◆ Data excerpts ◆
----------------
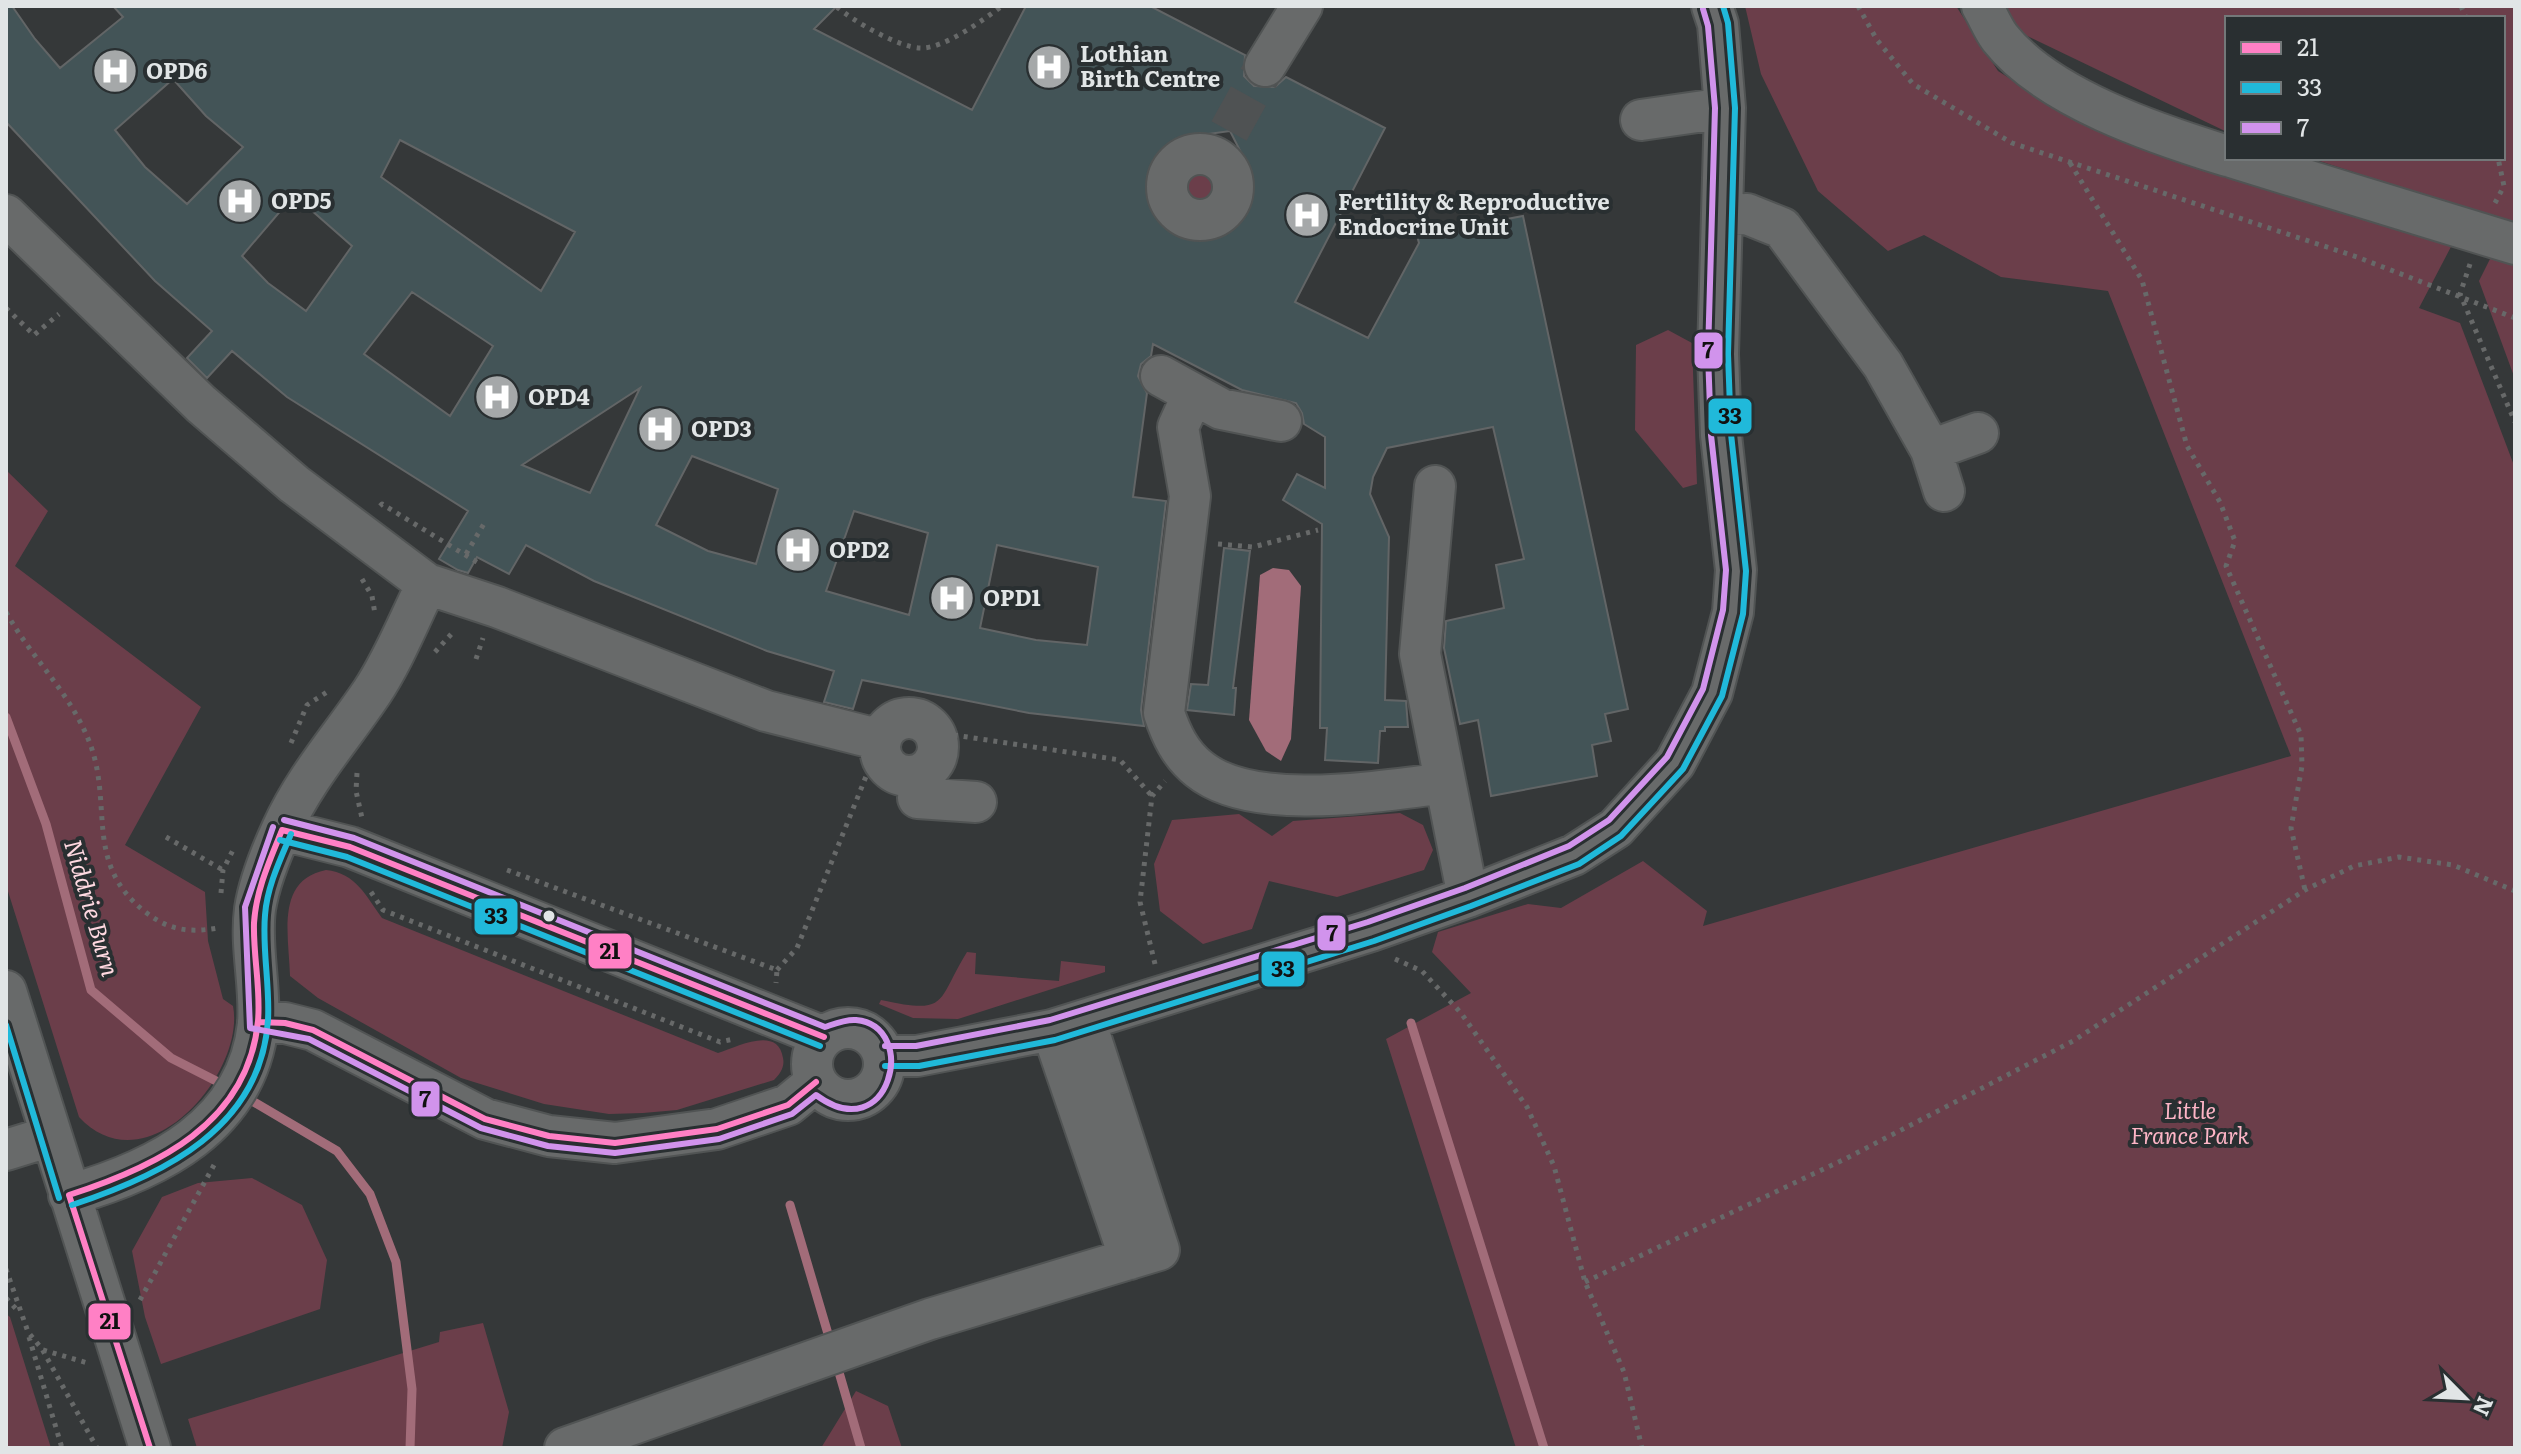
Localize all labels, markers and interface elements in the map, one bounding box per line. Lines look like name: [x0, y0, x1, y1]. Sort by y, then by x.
legend: [2225, 16, 2505, 160]
text: 21: [2297, 28, 2319, 63]
place label: Lothian Birth Centre: [1080, 36, 1220, 94]
hospital icon: Lothian Birth Centre: [1025, 43, 1073, 91]
hospital icon: OPD6: [91, 47, 139, 95]
place label: OPD6: [146, 53, 208, 86]
text: 33: [2297, 68, 2322, 103]
text: 7: [2297, 108, 2309, 143]
hospital icon: OPD5: [216, 177, 264, 225]
place label: OPD5: [271, 183, 332, 216]
place label: Fertility & Reproductive Endocrine Unit: [1338, 184, 1610, 242]
hospital icon: Fertility & Reproductive Endocrine Unit: [1283, 191, 1331, 239]
line badge: 7: [1693, 331, 1724, 370]
text: 7: [1702, 332, 1714, 365]
hospital icon: OPD4: [473, 373, 521, 421]
place label: OPD4: [528, 379, 590, 412]
line badge: 33: [1707, 397, 1753, 435]
text: 33: [1718, 398, 1742, 431]
hospital icon: OPD3: [636, 405, 684, 453]
place label: OPD3: [691, 411, 752, 444]
hospital icon: OPD2: [774, 526, 822, 574]
place label: OPD2: [829, 532, 890, 565]
hospital icon: OPD1: [928, 574, 976, 622]
place label: OPD1: [983, 580, 1041, 613]
water label: Niddrie Burn: [57, 835, 130, 980]
line badge: 33: [473, 897, 519, 936]
text: 33: [484, 898, 508, 931]
unlabelled marker: [541, 908, 557, 924]
line badge: 7: [1316, 914, 1347, 952]
text: 7: [1326, 915, 1338, 948]
line badge: 21: [587, 932, 633, 970]
text: 21: [600, 933, 620, 966]
line badge: 33: [1260, 950, 1306, 988]
text: 33: [1271, 951, 1295, 984]
line badge: 7: [410, 1080, 441, 1118]
text: 7: [419, 1081, 431, 1114]
park label: Little France Park: [2131, 1093, 2249, 1151]
line badge: 21: [87, 1302, 132, 1341]
text: 21: [100, 1303, 120, 1336]
north arrow: [2425, 1358, 2505, 1438]
text: N: [2466, 1392, 2503, 1422]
----------------
◆ ACTION ITEM ◆
All lines in the entries above that hold the word "Birth" need to be copied.

◆ YOUR SOLUTION ◆
place label: Lothian Birth Centre: [1080, 36, 1220, 94]
hospital icon: Lothian Birth Centre: [1025, 43, 1073, 91]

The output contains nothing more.